Seis pautas para el manejo de las redes sociales de los hijos

El riesgo no es la tecnología sino la falta de acompañamiento y orientación de los padres

Cuando los niños y adolescentes navegan por internet están expuestos a una serie de riesgos sobre los que los padres de familia no tienen un control directo. Las amenazas son varias y están asociadas tanto con los contenidos, ya sean de carácter pornográfico, abuso sexual infantil o publicaciones que promueven las autolesiones; como con los contactos que establezcan en línea.

Como ellos a veces no saben realmente quién está al otro lado de la pantalla, pueden ser víctimas de grooming, sextorsión, ciberacoso y sexting, que son modalidades de chantaje, robo o acoso sexual.

Los padres pueden llegar a preguntarse ¿Qué ven? ¿Con quién se están relacionando en el mundo digital? ¿Los están chantajeando? ¿Envían contenidos íntimos? ¿Les demandan favores sexuales? ¿Alguien les está haciendo daño?

A pesar de tantas inquietudes no saben qué hacer al respecto, si es válido espiarlos en las redes para protegerlos o si hay otras alternativas. De acuerdo con varios expertos consultados por Semana, hablar de redes sociales es una práctica de crianza que deben incorporar los padres en la casa y los profesores en el colegio.

El acompañamiento es clave para prevenir los riesgos a los que están expuestos los jóvenes y adolescentes en el mundo digital.

Cuando un padre respeta las edades de aproximación a la tecnología, acompaña a los hijos en el uso de las mismas y establece conversaciones con ellos sobre su vida cibernética, ayuda a desarrollar una autonomía digital que les enseña a navegar solos, a distinguir contenidos veraces de contenidos falsos y a entender que, en efecto, las redes ofrecen una nueva forma de relacionamiento.

Los adultos deben tener claro que desde que ponen en las manos de sus hijos el primer dispositivo tecnológico asumen la responsabilidad de acompañarlos en el uso de las redes. A continuación, las seis claves del diario Semana para abordar el tema.

1.Acompañamiento

De acuerdo con María Lucía Algarra, rectora del colegio Gimnasio Iragua, antes de llegar a la adolescencia hay unas etapas previas de desarrollo en las que los padres tienen que estar presente desde el principio.
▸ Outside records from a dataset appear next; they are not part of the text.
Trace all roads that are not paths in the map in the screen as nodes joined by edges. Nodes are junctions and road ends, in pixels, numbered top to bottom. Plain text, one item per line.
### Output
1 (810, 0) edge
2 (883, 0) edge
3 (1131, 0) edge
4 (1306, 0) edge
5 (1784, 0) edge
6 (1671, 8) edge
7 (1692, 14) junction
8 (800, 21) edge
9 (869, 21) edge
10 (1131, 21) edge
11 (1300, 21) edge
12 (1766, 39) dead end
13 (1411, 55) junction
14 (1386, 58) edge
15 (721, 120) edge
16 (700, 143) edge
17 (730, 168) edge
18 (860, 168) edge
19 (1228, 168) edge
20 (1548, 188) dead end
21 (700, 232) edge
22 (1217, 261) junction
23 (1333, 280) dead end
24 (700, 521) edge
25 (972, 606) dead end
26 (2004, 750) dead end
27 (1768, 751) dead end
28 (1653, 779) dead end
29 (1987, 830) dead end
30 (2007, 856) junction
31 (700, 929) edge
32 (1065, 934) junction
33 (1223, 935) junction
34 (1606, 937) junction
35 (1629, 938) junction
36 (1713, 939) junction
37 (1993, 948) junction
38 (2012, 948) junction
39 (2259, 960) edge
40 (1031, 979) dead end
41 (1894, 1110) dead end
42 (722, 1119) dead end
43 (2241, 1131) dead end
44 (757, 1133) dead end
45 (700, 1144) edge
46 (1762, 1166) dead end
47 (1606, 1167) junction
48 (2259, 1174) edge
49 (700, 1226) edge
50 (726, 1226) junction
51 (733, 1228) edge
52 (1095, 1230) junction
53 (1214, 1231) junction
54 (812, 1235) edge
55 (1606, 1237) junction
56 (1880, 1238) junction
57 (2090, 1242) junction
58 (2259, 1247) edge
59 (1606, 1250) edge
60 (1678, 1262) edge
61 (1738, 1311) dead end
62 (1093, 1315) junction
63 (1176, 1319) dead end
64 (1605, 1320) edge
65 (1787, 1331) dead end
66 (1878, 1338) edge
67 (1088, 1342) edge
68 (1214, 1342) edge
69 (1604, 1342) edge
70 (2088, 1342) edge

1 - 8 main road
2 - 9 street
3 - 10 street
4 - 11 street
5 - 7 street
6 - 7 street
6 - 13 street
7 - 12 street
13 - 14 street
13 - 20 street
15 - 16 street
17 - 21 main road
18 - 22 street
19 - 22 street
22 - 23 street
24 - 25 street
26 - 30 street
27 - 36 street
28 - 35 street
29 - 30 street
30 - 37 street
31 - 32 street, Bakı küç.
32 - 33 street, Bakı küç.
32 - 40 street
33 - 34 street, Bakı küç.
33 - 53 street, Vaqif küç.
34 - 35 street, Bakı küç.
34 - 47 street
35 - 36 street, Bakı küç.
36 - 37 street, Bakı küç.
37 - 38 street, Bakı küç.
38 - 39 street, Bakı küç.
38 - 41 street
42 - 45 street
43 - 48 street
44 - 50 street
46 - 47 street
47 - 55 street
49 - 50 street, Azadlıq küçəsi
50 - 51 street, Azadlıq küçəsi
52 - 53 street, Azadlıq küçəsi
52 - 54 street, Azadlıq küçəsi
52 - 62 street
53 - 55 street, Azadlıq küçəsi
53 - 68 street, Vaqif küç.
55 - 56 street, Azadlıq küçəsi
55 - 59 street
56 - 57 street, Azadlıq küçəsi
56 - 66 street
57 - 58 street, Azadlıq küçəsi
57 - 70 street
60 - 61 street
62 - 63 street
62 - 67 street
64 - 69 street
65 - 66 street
Si tiene dudas sobre lo que está haciendo su hijo lo mejor que un padre puede hacer es abordarlo abiertamente.

“A la fuerza nada es bueno y efectivamente hablar si es el camino más largo, pero también el más sostenible y efectivo antes de inculcarle las redes sociales a nuestros hijos”, agregó.

Afirma que ese acompañamiento debe ser siempre, porque “el papá que llega de improviso como en paracaídas a la adolescencia del hijo a pedirle cuentas, está perdido”.

Es importante construir una relación con el hijo desde que nace y esta relación se debe favorecer a través de la presencia física.

“De esta manera en la adolescencia habrá un camino avanzado y los padres podrán intervenir de la mejor manera posible porque conocerá a sus hijos”, señaló Samira Rodríguez, directora de Formación y Familia del Gimnasio Iragua.

2.Mantener abierta la comunicación

La comunicación es clave y dejar canales de comunicación abiertos puede prevenir que los niños se encuentren con una amenaza a su seguridad en línea. Cuando estos canales se construyen desde que los niños son pequeños, se les enseña a contar con un adulto de confianza cuando algo los haga sentir tristes o incómodos.